[Task instructions]: The response should consist of the data below, copied exactly, with no pictures in it.

[Records for the task]:
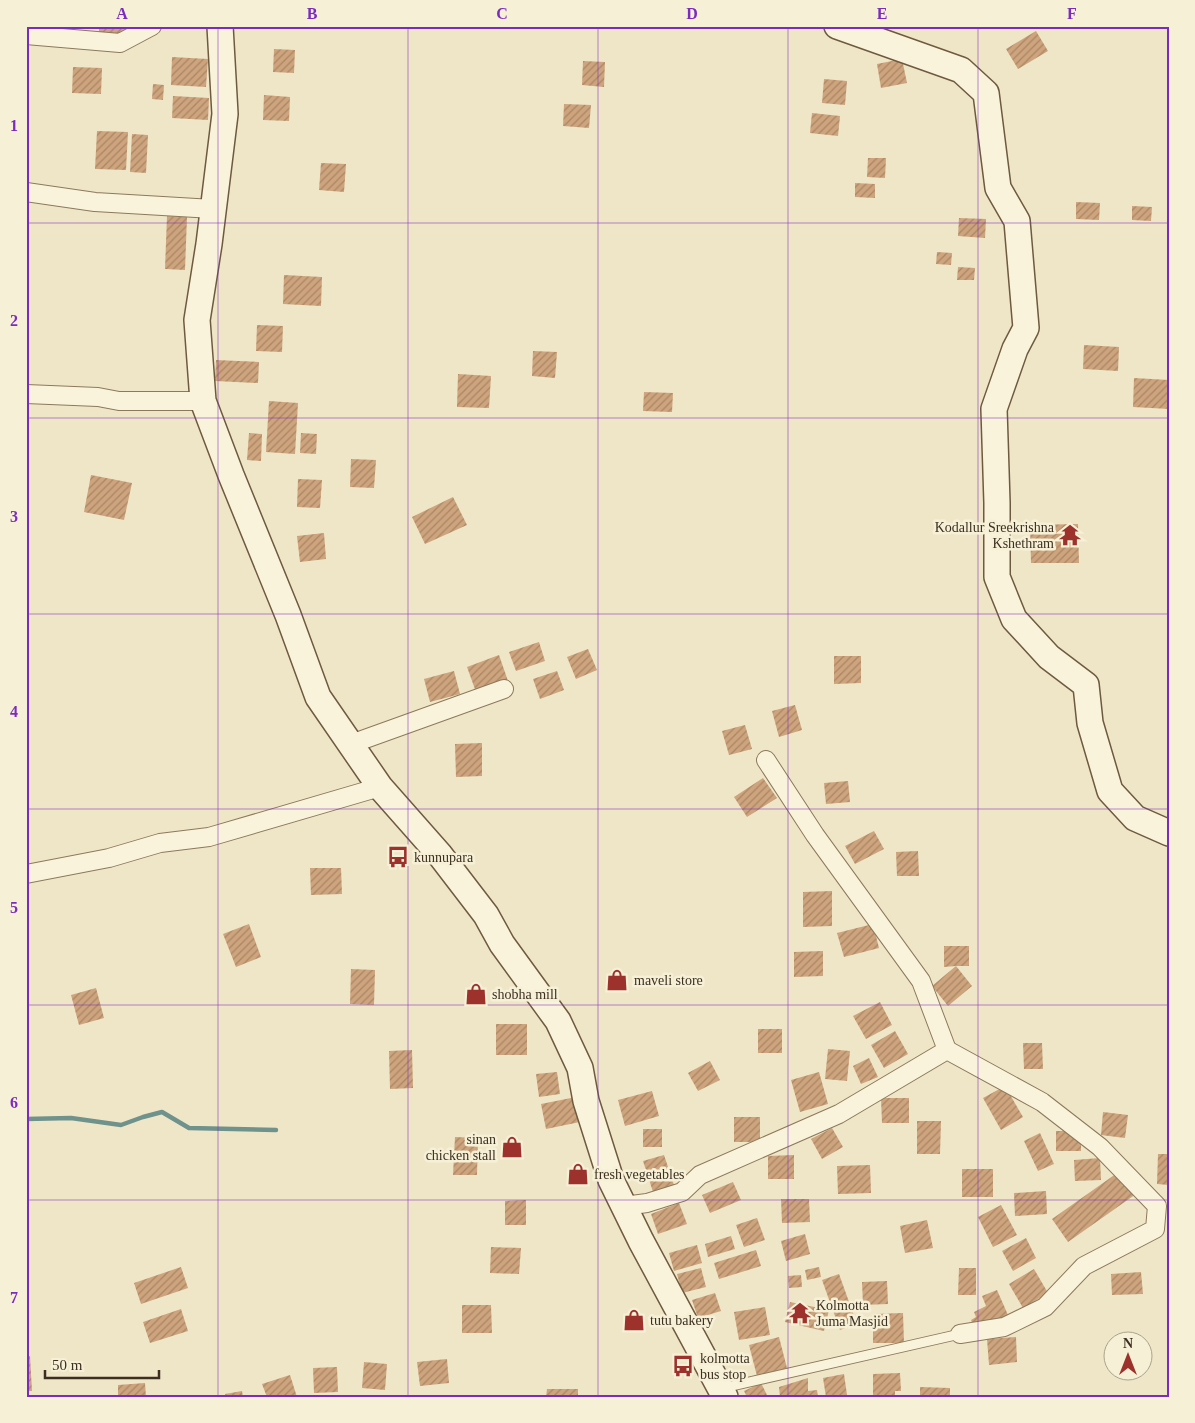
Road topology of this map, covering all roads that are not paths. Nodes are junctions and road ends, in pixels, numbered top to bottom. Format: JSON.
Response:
{"nodes":[{"id":1,"x":152,"y":26,"type":"edge"},
{"id":2,"x":220,"y":26,"type":"edge"},
{"id":3,"x":837,"y":26,"type":"edge"},
{"id":4,"x":37,"y":33,"type":"edge"},
{"id":5,"x":26,"y":192,"type":"edge"},
{"id":6,"x":213,"y":209,"type":"junction"},
{"id":7,"x":26,"y":394,"type":"edge"},
{"id":8,"x":203,"y":401,"type":"junction"},
{"id":9,"x":504,"y":689,"type":"dead end"},
{"id":10,"x":350,"y":744,"type":"junction"},
{"id":11,"x":766,"y":760,"type":"dead end"},
{"id":12,"x":380,"y":787,"type":"junction"},
{"id":13,"x":1169,"y":833,"type":"edge"},
{"id":14,"x":26,"y":874,"type":"edge"},
{"id":15,"x":947,"y":1050,"type":"junction"},
{"id":16,"x":624,"y":1206,"type":"junction"},
{"id":17,"x":960,"y":1334,"type":"joint"},
{"id":18,"x":723,"y":1392,"type":"edge"}],
"edges":[{"from":1,"to":4,"type":"street"},
{"from":2,"to":6,"type":"main road"},
{"from":3,"to":13,"type":"main road"},
{"from":5,"to":6,"type":"street"},
{"from":6,"to":8,"type":"main road"},
{"from":7,"to":8,"type":"street"},
{"from":8,"to":10,"type":"main road"},
{"from":9,"to":10,"type":"street"},
{"from":10,"to":12,"type":"main road"},
{"from":11,"to":15,"type":"street"},
{"from":12,"to":14,"type":"street"},
{"from":12,"to":16,"type":"main road"},
{"from":15,"to":16,"type":"street"},
{"from":15,"to":17,"type":"street"},
{"from":16,"to":18,"type":"main road"},
{"from":17,"to":18,"type":"lane"}]}
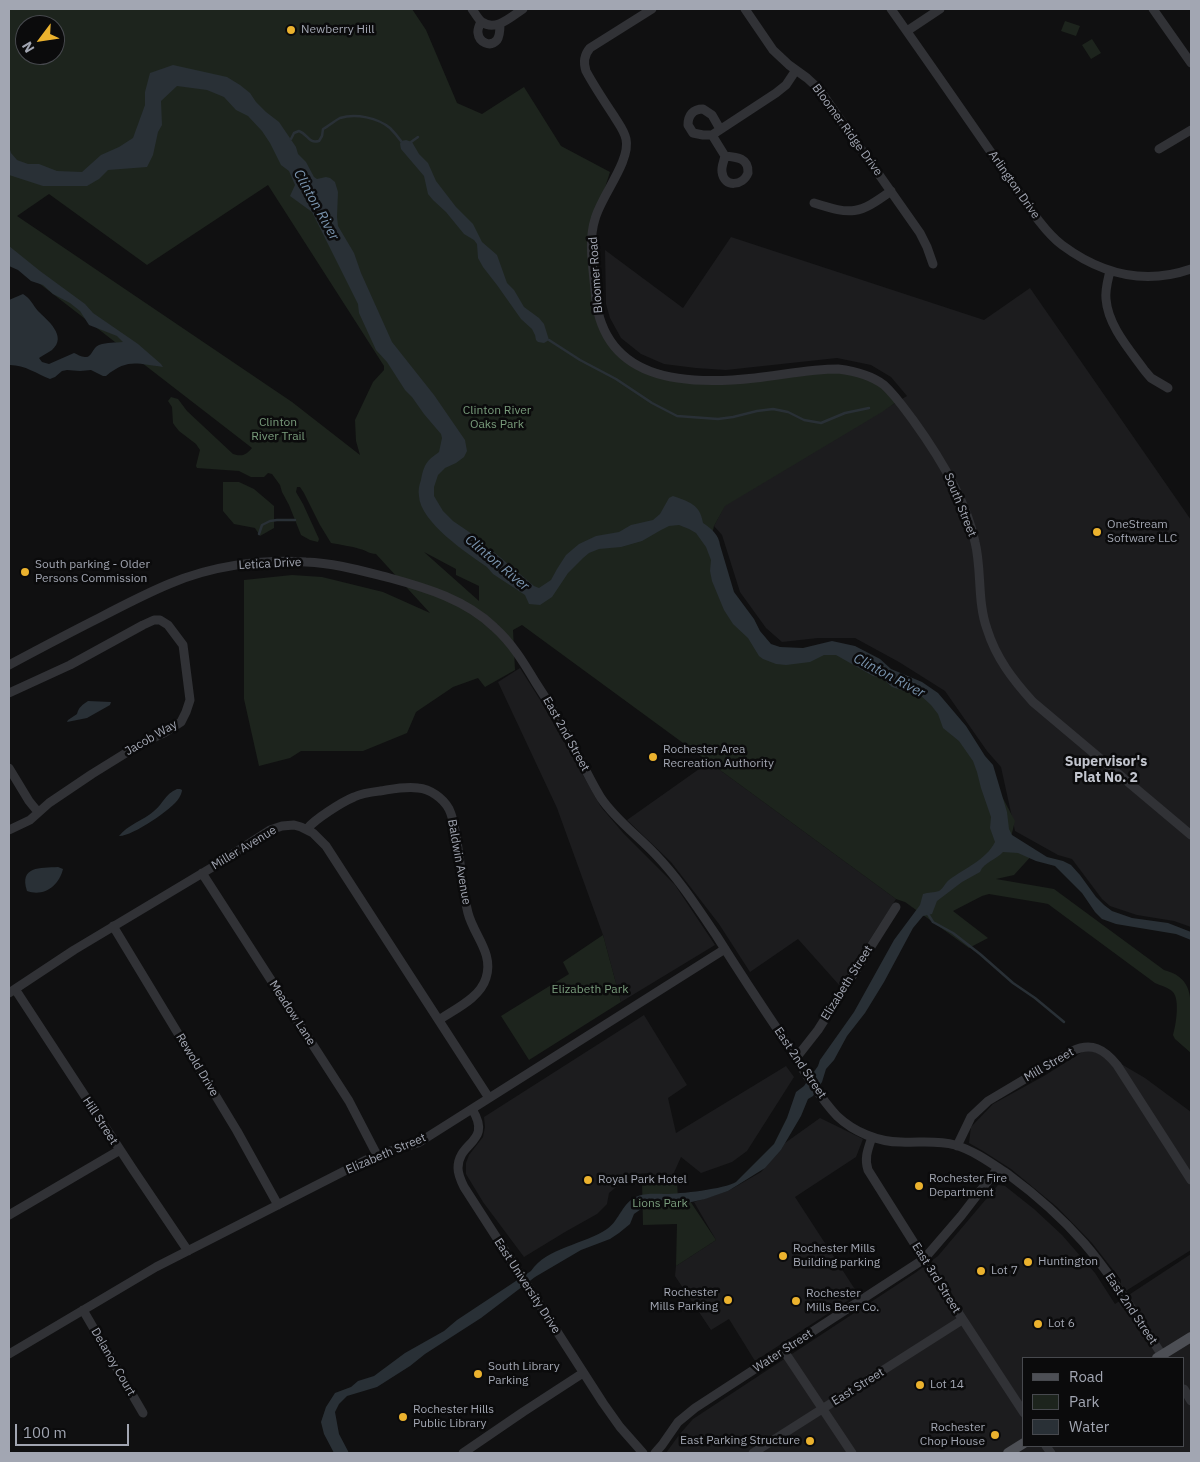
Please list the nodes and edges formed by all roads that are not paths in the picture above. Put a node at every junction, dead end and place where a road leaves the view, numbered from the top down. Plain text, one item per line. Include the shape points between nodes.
1 (472, 9) edge
2 (523, 9) edge
3 (652, 9) edge
4 (745, 9) edge
5 (891, 9) edge
6 (940, 9) edge
7 (1153, 9) edge
8 (481, 21) junction
9 (500, 24) junction
10 (907, 31) junction
11 (1191, 63) edge
12 (796, 70) junction
13 (720, 129) junction
14 (1191, 130) edge
15 (712, 135) junction
16 (1159, 149) dead end
17 (725, 156) dead end
18 (891, 191) junction
19 (814, 203) dead end
20 (933, 264) dead end
21 (1191, 269) edge
22 (1110, 271) junction
23 (616, 350) joint
24 (1168, 388) dead end
25 (522, 661) joint
26 (9, 664) edge
27 (9, 693) edge
28 (9, 768) edge
29 (38, 812) junction
30 (307, 829) junction
31 (9, 830) edge
32 (1191, 836) edge
33 (202, 874) junction
34 (896, 907) dead end
35 (113, 926) junction
36 (725, 949) junction
37 (12, 991) edge
38 (438, 1020) junction
39 (796, 1058) junction
40 (489, 1098) junction
41 (472, 1109) junction
42 (872, 1137) junction
43 (957, 1146) junction
44 (120, 1150) junction
45 (378, 1155) junction
46 (998, 1168) junction
47 (1191, 1180) edge
48 (278, 1205) junction
49 (9, 1215) edge
50 (188, 1252) junction
51 (924, 1259) junction
52 (83, 1310) junction
53 (962, 1320) junction
54 (1191, 1337) edge
55 (784, 1351) junction
56 (9, 1354) edge
57 (1161, 1357) edge
58 (583, 1373) junction
59 (822, 1409) junction
60 (1022, 1410) edge
61 (143, 1413) dead end
62 (1022, 1445) edge
63 (463, 1453) edge
64 (643, 1453) edge
65 (655, 1453) edge
66 (753, 1453) edge
67 (852, 1453) edge
68 (1008, 1453) edge

1 - 8 street
2 - 9 street
3 - 23 street, Bloomer Road via 590,48 584,60 590,78 627,141 620,166 594,219 592,236 597,312 604,332
4 - 12 street, Bloomer Ridge Drive via 773,50
5 - 10 street, Arlington Drive
6 - 10 street
7 - 11 street
8 - 9 street via 490,25
8 - 9 street via 478,35 489,44 498,39
10 - 22 street, Arlington Drive via 1052,237 1076,255
12 - 13 street via 776,93
12 - 18 street, Bloomer Ridge Drive via 819,90
13 - 15 street
13 - 15 street via 708,111 699,109 691,113 688,125 691,131 698,135
14 - 16 street
15 - 17 street
18 - 19 street via 855,211 845,212
18 - 20 street, Bloomer Ridge Drive via 920,233
21 - 22 street, Arlington Drive via 1154,276 1130,276
22 - 24 street via 1106,297 1113,325 1151,378
23 - 32 street, South Street via 645,369 690,379 733,380 838,368 864,374 883,385 902,405 931,446 960,500 975,540 983,616 1004,666 1033,702
25 - 26 street, Letica Drive via 496,628 445,596 352,568 275,562 223,568 170,583
25 - 36 street, East 2nd Street via 601,798 676,878
27 - 29 street, Jacob Way via 154,620 168,625 183,645 190,700 181,722 100,769
28 - 29 street
29 - 31 street, Jacob Way via 30,820
30 - 33 street, Miller Avenue via 294,825 277,827
30 - 38 street via 326,846
30 - 38 street, Baldwin Avenue via 353,797 371,792 419,788 440,798 449,808 468,913 488,964 486,979 478,992
33 - 35 street, Miller Avenue
33 - 45 street, Meadow Lane via 349,1101
34 - 39 street, Elizabeth Street via 818,1030
35 - 37 street, Miller Avenue
35 - 48 street, Rewold Drive
36 - 39 street, East 2nd Street
36 - 40 street, Elizabeth Street
37 - 44 street, Hill Street
38 - 40 street
39 - 42 street, East 2nd Street via 835,1114 852,1128
40 - 41 street, Elizabeth Street
41 - 45 street, Elizabeth Street via 418,1143
41 - 58 street, East University Drive via 479,1129 462,1156 458,1169 460,1177 468,1196
42 - 43 street, East 2nd Street via 894,1142
42 - 51 street, East 3rd Street via 866,1156 868,1170
43 - 46 street, East 2nd Street
43 - 47 street, Mill Street via 971,1117 988,1101 1072,1051 1092,1047 1104,1052 1117,1065
44 - 49 street
44 - 50 street, Hill Street
45 - 48 street, Elizabeth Street
46 - 51 street, Water Street
46 - 57 street, East 2nd Street via 1046,1205 1084,1243 1111,1278
48 - 50 street, Elizabeth Street
50 - 52 street, Elizabeth Street
51 - 53 street, East 3rd Street
51 - 55 street, Water Street
52 - 56 street, Elizabeth Street
52 - 61 street, Delanoy Court
53 - 59 street, East Street
53 - 60 street, East 3rd Street
54 - 57 main road
55 - 59 street
55 - 65 street, Water Street via 686,1414
58 - 63 street
58 - 64 street, East University Drive via 612,1417
59 - 66 street, East Street
59 - 67 street
62 - 68 main road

[Solution for this task]:
Road topology of this map, covering all roads that are not paths. Nodes are junctions and road ends, in pixels, numbered top to bottom. Format: JSON.
Response:
{"nodes":[{"id":1,"x":152,"y":26,"type":"edge"},
{"id":2,"x":220,"y":26,"type":"edge"},
{"id":3,"x":837,"y":26,"type":"edge"},
{"id":4,"x":37,"y":33,"type":"edge"},
{"id":5,"x":26,"y":192,"type":"edge"},
{"id":6,"x":213,"y":209,"type":"junction"},
{"id":7,"x":26,"y":394,"type":"edge"},
{"id":8,"x":203,"y":401,"type":"junction"},
{"id":9,"x":504,"y":689,"type":"dead end"},
{"id":10,"x":350,"y":744,"type":"junction"},
{"id":11,"x":766,"y":760,"type":"dead end"},
{"id":12,"x":380,"y":787,"type":"junction"},
{"id":13,"x":1169,"y":833,"type":"edge"},
{"id":14,"x":26,"y":874,"type":"edge"},
{"id":15,"x":947,"y":1050,"type":"junction"},
{"id":16,"x":624,"y":1206,"type":"junction"},
{"id":17,"x":960,"y":1334,"type":"joint"},
{"id":18,"x":723,"y":1392,"type":"edge"}],
"edges":[{"from":1,"to":4,"type":"street"},
{"from":2,"to":6,"type":"main road"},
{"from":3,"to":13,"type":"main road"},
{"from":5,"to":6,"type":"street"},
{"from":6,"to":8,"type":"main road"},
{"from":7,"to":8,"type":"street"},
{"from":8,"to":10,"type":"main road"},
{"from":9,"to":10,"type":"street"},
{"from":10,"to":12,"type":"main road"},
{"from":11,"to":15,"type":"street"},
{"from":12,"to":14,"type":"street"},
{"from":12,"to":16,"type":"main road"},
{"from":15,"to":16,"type":"street"},
{"from":15,"to":17,"type":"street"},
{"from":16,"to":18,"type":"main road"},
{"from":17,"to":18,"type":"lane"}]}
Please list the nodes and edges formed by all roads that are not paths in the picture above. Put a node at every junction, dead end and place where a road leaves the view, numbered from the top down. Plain text, one item per line. Include the shape points between nodes.
1 (472, 9) edge
2 (523, 9) edge
3 (652, 9) edge
4 (745, 9) edge
5 (891, 9) edge
6 (940, 9) edge
7 (1153, 9) edge
8 (481, 21) junction
9 (500, 24) junction
10 (907, 31) junction
11 (1191, 63) edge
12 (796, 70) junction
13 (720, 129) junction
14 (1191, 130) edge
15 (712, 135) junction
16 (1159, 149) dead end
17 (725, 156) dead end
18 (891, 191) junction
19 (814, 203) dead end
20 (933, 264) dead end
21 (1191, 269) edge
22 (1110, 271) junction
23 (616, 350) joint
24 (1168, 388) dead end
25 (522, 661) joint
26 (9, 664) edge
27 (9, 693) edge
28 (9, 768) edge
29 (38, 812) junction
30 (307, 829) junction
31 (9, 830) edge
32 (1191, 836) edge
33 (202, 874) junction
34 (896, 907) dead end
35 (113, 926) junction
36 (725, 949) junction
37 (12, 991) edge
38 (438, 1020) junction
39 (796, 1058) junction
40 (489, 1098) junction
41 (472, 1109) junction
42 (872, 1137) junction
43 (957, 1146) junction
44 (120, 1150) junction
45 (378, 1155) junction
46 (998, 1168) junction
47 (1191, 1180) edge
48 (278, 1205) junction
49 (9, 1215) edge
50 (188, 1252) junction
51 (924, 1259) junction
52 (83, 1310) junction
53 (962, 1320) junction
54 (1191, 1337) edge
55 (784, 1351) junction
56 (9, 1354) edge
57 (1161, 1357) edge
58 (583, 1373) junction
59 (822, 1409) junction
60 (1022, 1410) edge
61 (143, 1413) dead end
62 (1022, 1445) edge
63 (463, 1453) edge
64 (643, 1453) edge
65 (655, 1453) edge
66 (753, 1453) edge
67 (852, 1453) edge
68 (1008, 1453) edge

1 - 8 street
2 - 9 street
3 - 23 street, Bloomer Road via 590,48 584,60 590,78 627,141 620,166 594,219 592,236 597,312 604,332
4 - 12 street, Bloomer Ridge Drive via 773,50
5 - 10 street, Arlington Drive
6 - 10 street
7 - 11 street
8 - 9 street via 490,25
8 - 9 street via 478,35 489,44 498,39
10 - 22 street, Arlington Drive via 1052,237 1076,255
12 - 13 street via 776,93
12 - 18 street, Bloomer Ridge Drive via 819,90
13 - 15 street
13 - 15 street via 708,111 699,109 691,113 688,125 691,131 698,135
14 - 16 street
15 - 17 street
18 - 19 street via 855,211 845,212
18 - 20 street, Bloomer Ridge Drive via 920,233
21 - 22 street, Arlington Drive via 1154,276 1130,276
22 - 24 street via 1106,297 1113,325 1151,378
23 - 32 street, South Street via 645,369 690,379 733,380 838,368 864,374 883,385 902,405 931,446 960,500 975,540 983,616 1004,666 1033,702
25 - 26 street, Letica Drive via 496,628 445,596 352,568 275,562 223,568 170,583
25 - 36 street, East 2nd Street via 601,798 676,878
27 - 29 street, Jacob Way via 154,620 168,625 183,645 190,700 181,722 100,769
28 - 29 street
29 - 31 street, Jacob Way via 30,820
30 - 33 street, Miller Avenue via 294,825 277,827
30 - 38 street via 326,846
30 - 38 street, Baldwin Avenue via 353,797 371,792 419,788 440,798 449,808 468,913 488,964 486,979 478,992
33 - 35 street, Miller Avenue
33 - 45 street, Meadow Lane via 349,1101
34 - 39 street, Elizabeth Street via 818,1030
35 - 37 street, Miller Avenue
35 - 48 street, Rewold Drive
36 - 39 street, East 2nd Street
36 - 40 street, Elizabeth Street
37 - 44 street, Hill Street
38 - 40 street
39 - 42 street, East 2nd Street via 835,1114 852,1128
40 - 41 street, Elizabeth Street
41 - 45 street, Elizabeth Street via 418,1143
41 - 58 street, East University Drive via 479,1129 462,1156 458,1169 460,1177 468,1196
42 - 43 street, East 2nd Street via 894,1142
42 - 51 street, East 3rd Street via 866,1156 868,1170
43 - 46 street, East 2nd Street
43 - 47 street, Mill Street via 971,1117 988,1101 1072,1051 1092,1047 1104,1052 1117,1065
44 - 49 street
44 - 50 street, Hill Street
45 - 48 street, Elizabeth Street
46 - 51 street, Water Street
46 - 57 street, East 2nd Street via 1046,1205 1084,1243 1111,1278
48 - 50 street, Elizabeth Street
50 - 52 street, Elizabeth Street
51 - 53 street, East 3rd Street
51 - 55 street, Water Street
52 - 56 street, Elizabeth Street
52 - 61 street, Delanoy Court
53 - 59 street, East Street
53 - 60 street, East 3rd Street
54 - 57 main road
55 - 59 street
55 - 65 street, Water Street via 686,1414
58 - 63 street
58 - 64 street, East University Drive via 612,1417
59 - 66 street, East Street
59 - 67 street
62 - 68 main road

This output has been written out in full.